Enfin, a prévenu le 13 octobre le CEMAAE lors d'une audition à l'Assemblée nationale, "dans un environnement complexe doté de moyens de déni d'accès, l'attrition est en effet à reconsidérer, ce qui justifie d'une masse globale suffisante".
Un MCO performant pour minimiser l'impact de l'export
Temporairement, le parc d'avions utilisable pour exécuter les missions opérationnelles et d'entraînement sera réduit. Car outre, la commande grecque, douze Mirage 2000C vont être retirés du service à l'horizon 2022 et seulement 55 Mirage 2000D sur les 70 de la flotte actuelle seront rénovés. Mais le maintien en condition opérationnelle (MCO) du Rafale permettrait de réduire l'impact du contrat grec. "Pour le Rafale, nous commençons à ressentir les premiers effets positifs du contrat Ravel, signé mi-2019, notamment dans la résolution des faits techniques", a d'ailleurs fait valoir à l'Assemblée nationale le général Philippe Lavigne.
Dans ce contexte, l'armée de l'air travaille avec Dassault Aviation et la Direction générale de l'armement (DGA) de manière active sur la disponibilité des Rafale en vue de minimiser cette réduction temporaire de capacité. Signé en 2019, le contrat de MCO Ravel "a déjà produit une augmentation de 10 % de la disponibilité des Rafale", a-t-il assuré. En outre, la DGA s'est accordée avec Dassault Aviation "pour dégager de la disponibilité supplémentaire de six avions au cours de l'année prochaine, grâce à une meilleure pratique dans le remplacement des pièces qui tombent en panne. En 2022, la poursuite du contrat de verticalisation passé par la DMAé avec Dassault doit nous apporter dix avions disponibles en 2022", a expliqué Joël Barre lors de son audition au sénat le 21 octobre. Et d'assurer "nos objectifs sont suffisamment solides et permettront de concilier l'exportation du Rafale et la nécessité de maintien du nombre d'avions en ligne nécessaire à nos armées".
"Avec la direction de la maintenance aéronautique (DMAé), les industriels, la DGA et le ministère, nous faisons un effort sur la réduction du nombre d'avions en attente de pièces, qui doit influer positivement sur la disponibilité. Ceci permettra une meilleure activité des équipages et la formation des plus jeunes", a confirmé le général Philippe Lavigne.
Le Rafale F4 livré à partir de 2027
Une nouvelle tranche de 30 Rafale au standard F4 sera en principe commandée en 2023 et doit être livrée d'ici à 2030 (2027-2030). D'autant que les Mirage 2000-5 seront progressivement retirés du service.

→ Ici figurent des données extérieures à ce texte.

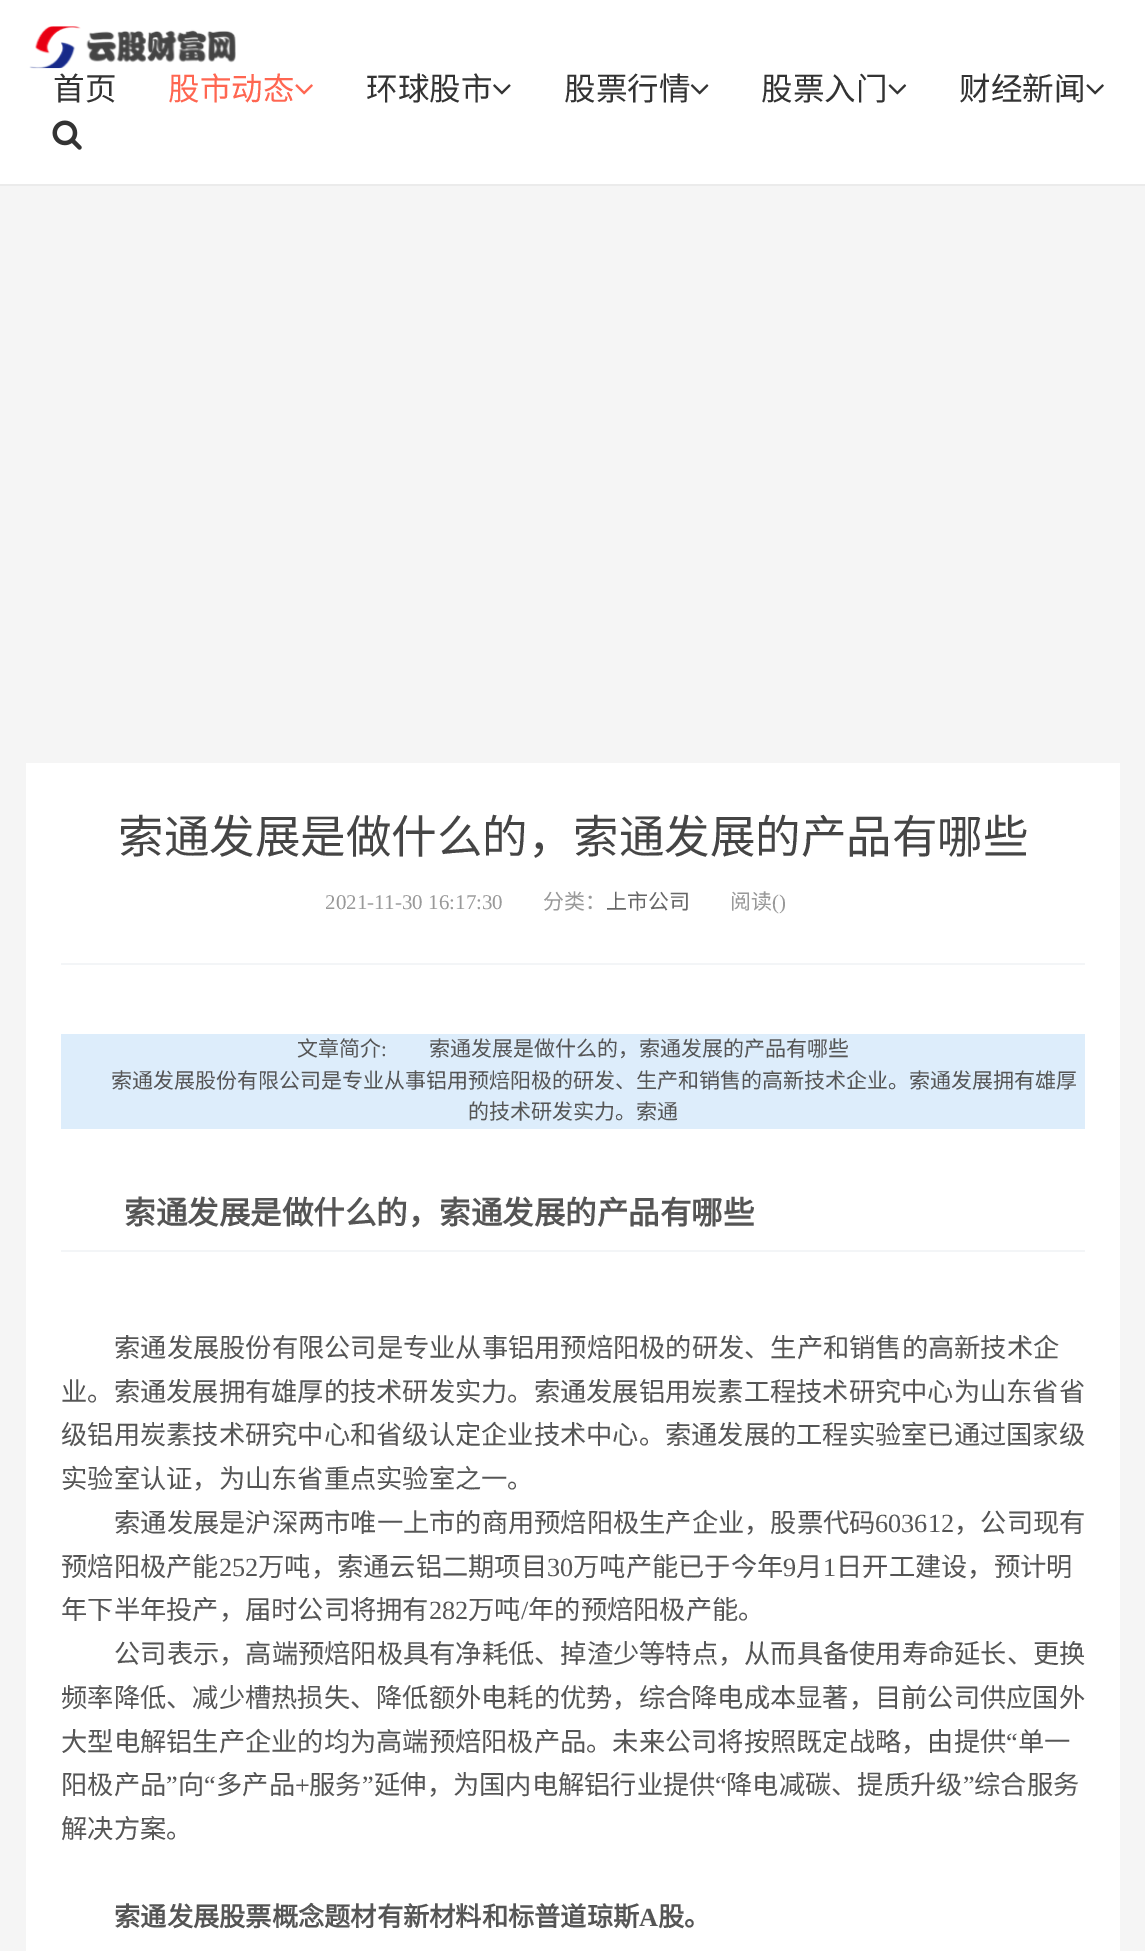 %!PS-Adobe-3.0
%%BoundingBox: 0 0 1145 1951
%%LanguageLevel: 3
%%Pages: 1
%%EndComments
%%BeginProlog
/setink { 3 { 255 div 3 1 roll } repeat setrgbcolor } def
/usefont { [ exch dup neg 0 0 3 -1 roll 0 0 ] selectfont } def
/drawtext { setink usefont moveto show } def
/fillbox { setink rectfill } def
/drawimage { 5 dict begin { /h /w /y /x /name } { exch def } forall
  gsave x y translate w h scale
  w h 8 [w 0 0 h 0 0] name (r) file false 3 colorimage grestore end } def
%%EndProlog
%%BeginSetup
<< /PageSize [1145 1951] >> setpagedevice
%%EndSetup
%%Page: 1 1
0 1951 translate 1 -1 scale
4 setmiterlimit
0 0 1145 1951 245 245 245 fillbox
0 0 1145 184 255 255 255 fillbox
0 184 1145 2 235 235 235 fillbox
(assets/img1.rgb) 29 26 207 43 drawimage
(首页) 53 100 /NotoSansCJKSC-Regular 31.5 51 51 51 drawtext
(股市动态) 168 100 /NotoSansCJKSC-Regular 31.5 255 102 81 drawtext
(assets/img2.rgb) 295 84 18 11 drawimage
(环球股市) 366 100 /NotoSansCJKSC-Regular 31.5 51 51 51 drawtext
(assets/img3.rgb) 493 84 18 11 drawimage
(股票行情) 564 100 /NotoSansCJKSC-Regular 31.5 51 51 51 drawtext
(assets/img4.rgb) 690 84 19 11 drawimage
(股票入门) 761 100 /NotoSansCJKSC-Regular 31.5 51 51 51 drawtext
(assets/img5.rgb) 888 84 19 11 drawimage
(财经新闻) 959 100 /NotoSansCJKSC-Regular 31.5 51 51 51 drawtext
(assets/img6.rgb) 1086 84 18 11 drawimage
(assets/img7.rgb) 52 120 30 30 drawimage
26 763 1094 1188 255 255 255 fillbox
61 963 1024 2 243 245 247 fillbox
(索通发展是做什么的，索通发展的产品有哪些) 118 853 /NotoSansCJKSC-Regular 45.5 69 69 69 drawtext
(2021-11-30 16:17:30) 325 909 /LiberationSerif-Regular 21 153 153 153 drawtext
(分类：) 543 909 /NotoSansCJKSC-Regular 21 153 153 153 drawtext
(上市公司) 606 909 /NotoSansCJKSC-Regular 21 102 102 102 drawtext
(阅读) 730 909 /NotoSansCJKSC-Regular 21 153 153 153 drawtext
(\(\)) 772 909 /LiberationSerif-Regular 21 153 153 153 drawtext
61 1034 1024 95 221 237 251 fillbox
(文章简介) 297 1056 /NotoSansCJKSC-Regular 21 85 85 85 drawtext
(:) 381 1056 /LiberationSerif-Regular 21 85 85 85 drawtext
(索通发展是做什么的，索通发展的产品有哪些) 429 1056 /NotoSansCJKSC-Regular 21 85 85 85 drawtext
(索通发展股份有限公司是专业从事铝用预焙阳极的研发、生产和销售的高新技术企业。索通发展拥有雄厚) 111 1088 /NotoSansCJKSC-Regular 21 85 85 85 drawtext
(的技术研发实力。索通) 468 1119 /NotoSansCJKSC-Regular 21 85 85 85 drawtext
61 1250 1024 2 243 245 247 fillbox
(索通发展是做什么的，索通发展的产品有哪些) 124 1224 /NotoSansCJKSC-Bold 31.5 85 85 85 drawtext
(索通发展股份有限公司是专业从事铝用预焙阳极的研发、生产和销售的高新技术企) 114 1357 /NotoSansCJKSC-Regular 26.25 85 85 85 drawtext
(业。索通发展拥有雄厚的技术研发实力。索通发展铝用炭素工程技术研究中心为山东省省) 61 1401 /NotoSansCJKSC-Regular 26.25 85 85 85 drawtext
(级铝用炭素技术研究中心和省级认定企业技术中心。索通发展的工程实验室已通过国家级) 61 1444 /NotoSansCJKSC-Regular 26.25 85 85 85 drawtext
(实验室认证，为山东省重点实验室之一。) 61 1488 /NotoSansCJKSC-Regular 26.25 85 85 85 drawtext
(索通发展是沪深两市唯一上市的商用预焙阳极生产企业，股票代码) 114 1532 /NotoSansCJKSC-Regular 26.25 85 85 85 drawtext
(603612) 875 1532 /LiberationSerif-Regular 26.25 85 85 85 drawtext
(，公司现有) 954 1532 /NotoSansCJKSC-Regular 26.25 85 85 85 drawtext
(预焙阳极产能) 61 1576 /NotoSansCJKSC-Regular 26.25 85 85 85 drawtext
(252) 219 1576 /LiberationSerif-Regular 26.25 85 85 85 drawtext
(万吨，索通云铝二期项目) 258 1576 /NotoSansCJKSC-Regular 26.25 85 85 85 drawtext
(30) 547 1576 /LiberationSerif-Regular 26.25 85 85 85 drawtext
(万吨产能已于今年) 573 1576 /NotoSansCJKSC-Regular 26.25 85 85 85 drawtext
(9) 783 1576 /LiberationSerif-Regular 26.25 85 85 85 drawtext
(月) 796 1576 /NotoSansCJKSC-Regular 26.25 85 85 85 drawtext
(1) 823 1576 /LiberationSerif-Regular 26.25 85 85 85 drawtext
(日开工建设，预计明) 836 1576 /NotoSansCJKSC-Regular 26.25 85 85 85 drawtext
(年下半年投产，届时公司将拥有) 61 1619 /NotoSansCJKSC-Regular 26.25 85 85 85 drawtext
(282) 429 1619 /LiberationSerif-Regular 26.25 85 85 85 drawtext
(万吨) 468 1619 /NotoSansCJKSC-Regular 26.25 85 85 85 drawtext
(/) 521 1619 /LiberationSerif-Regular 26.25 85 85 85 drawtext
(年的预焙阳极产能。) 528 1619 /NotoSansCJKSC-Regular 26.25 85 85 85 drawtext
(公司表示，高端预焙阳极具有净耗低、掉渣少等特点，从而具备使用寿命延长、更换) 114 1663 /NotoSansCJKSC-Regular 26.25 85 85 85 drawtext
(频率降低、减少槽热损失、降低额外电耗的优势，综合降电成本显著，目前公司供应国外) 61 1707 /NotoSansCJKSC-Regular 26.25 85 85 85 drawtext
(大型电解铝生产企业的均为高端预焙阳极产品。未来公司将按照既定战略，由提供) 61 1751 /NotoSansCJKSC-Regular 26.25 85 85 85 drawtext
(“) 1006 1751 /LiberationSerif-Regular 26.25 85 85 85 drawtext
(单一) 1018 1751 /NotoSansCJKSC-Regular 26.25 85 85 85 drawtext
(阳极产品) 61 1794 /NotoSansCJKSC-Regular 26.25 85 85 85 drawtext
(”) 166 1794 /LiberationSerif-Regular 26.25 85 85 85 drawtext
(向) 178 1794 /NotoSansCJKSC-Regular 26.25 85 85 85 drawtext
(“) 204 1794 /LiberationSerif-Regular 26.25 85 85 85 drawtext
(多产品) 216 1794 /NotoSansCJKSC-Regular 26.25 85 85 85 drawtext
(+) 295 1794 /LiberationSerif-Regular 26.25 85 85 85 drawtext
(服务) 309 1794 /NotoSansCJKSC-Regular 26.25 85 85 85 drawtext
(”) 362 1794 /LiberationSerif-Regular 26.25 85 85 85 drawtext
(延伸，为国内电解铝行业提供) 374 1794 /NotoSansCJKSC-Regular 26.25 85 85 85 drawtext
(“) 715 1794 /LiberationSerif-Regular 26.25 85 85 85 drawtext
(降电减碳、提质升级) 726 1794 /NotoSansCJKSC-Regular 26.25 85 85 85 drawtext
(”) 963 1794 /LiberationSerif-Regular 26.25 85 85 85 drawtext
(综合服务) 974 1794 /NotoSansCJKSC-Regular 26.25 85 85 85 drawtext
(解决方案。) 61 1838 /NotoSansCJKSC-Regular 26.25 85 85 85 drawtext
(索通发展股票概念题材有新材料和标普道琼斯) 114 1926 /NotoSansCJKSC-Bold 26.25 85 85 85 drawtext
(A) 639 1926 /LiberationSerif-Bold 26.25 85 85 85 drawtext
(股。) 658 1926 /NotoSansCJKSC-Bold 26.25 85 85 85 drawtext
showpage
%%EOF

Le standard F4 apportera des capacités majeures autour de quatre piliers : engagement (armement plus performants), survivabilité augmentée par des équipements électroniques et par le radar (protection), connectivité (communications satellitaires), essentiels au maintien de la supériorité opérationnelle de l'armée de l'air française, et disponibilité. En outre, a estimé le CEMAAE, "la masse, à terme, sera décuplée par le combat collaboratif connecté qui fonde le principe du SCAF", le programme franco-allemand qui remplacera le Rafale et l'Eurofighter.